What is expected: Your task is to transcribe each record exactly and to omit every image.

Material provided:

# # # #

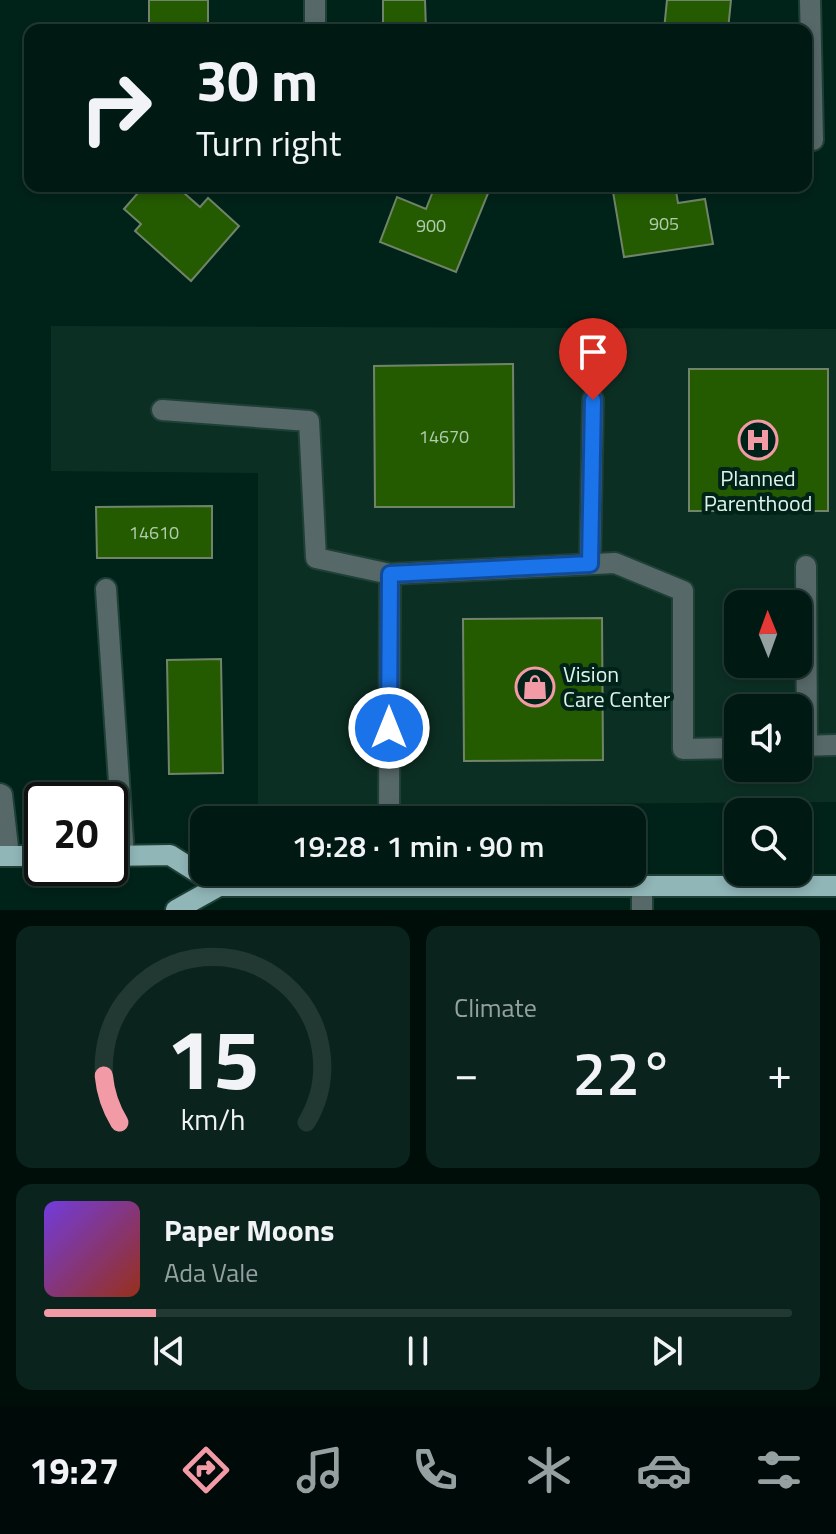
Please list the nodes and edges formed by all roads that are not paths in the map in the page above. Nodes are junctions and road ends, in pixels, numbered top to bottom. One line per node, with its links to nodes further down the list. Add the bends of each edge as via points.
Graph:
1 (315, 0): 3 (street)
2 (810, 0): 4 (street)
3 (315, 24)
4 (811, 24)
5 (812, 93): 6 (street)
6 (813, 140)
7 (593, 400): 9 (street)
8 (162, 410): 11 (street, via 309,421 316,558)
9 (590, 564): 11 (street); 16 (street, via 615,563 683,591 683,749)
10 (806, 566): 13 (street)
11 (390, 574): 19 (street)
12 (106, 589): 17 (street)
13 (803, 694)
14 (836, 745): 15 (street)
15 (812, 746)
16 (724, 748)
17 (114, 782)
18 (0, 794): 20 (street)
19 (389, 806)
20 (5, 856)
21 (128, 856): 22 (main road, via 170,855)
22 (190, 868)
23 (646, 885): 26 (main road)
24 (219, 886): 27 (main road)
25 (642, 886): 28 (street)
26 (836, 886)
27 (176, 910)
28 (642, 910)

# # # #

Your solution:
Please list the nodes and edges formed by all roads that are not paths in the map in the page above. Nodes are junctions and road ends, in pixels, numbered top to bottom. One line per node, with its links to nodes further down the list. Add the bends of each edge as via points.
Graph:
1 (315, 0): 3 (street)
2 (810, 0): 4 (street)
3 (315, 24)
4 (811, 24)
5 (812, 93): 6 (street)
6 (813, 140)
7 (593, 400): 9 (street)
8 (162, 410): 11 (street, via 309,421 316,558)
9 (590, 564): 11 (street); 16 (street, via 615,563 683,591 683,749)
10 (806, 566): 13 (street)
11 (390, 574): 19 (street)
12 (106, 589): 17 (street)
13 (803, 694)
14 (836, 745): 15 (street)
15 (812, 746)
16 (724, 748)
17 (114, 782)
18 (0, 794): 20 (street)
19 (389, 806)
20 (5, 856)
21 (128, 856): 22 (main road, via 170,855)
22 (190, 868)
23 (646, 885): 26 (main road)
24 (219, 886): 27 (main road)
25 (642, 886): 28 (street)
26 (836, 886)
27 (176, 910)
28 (642, 910)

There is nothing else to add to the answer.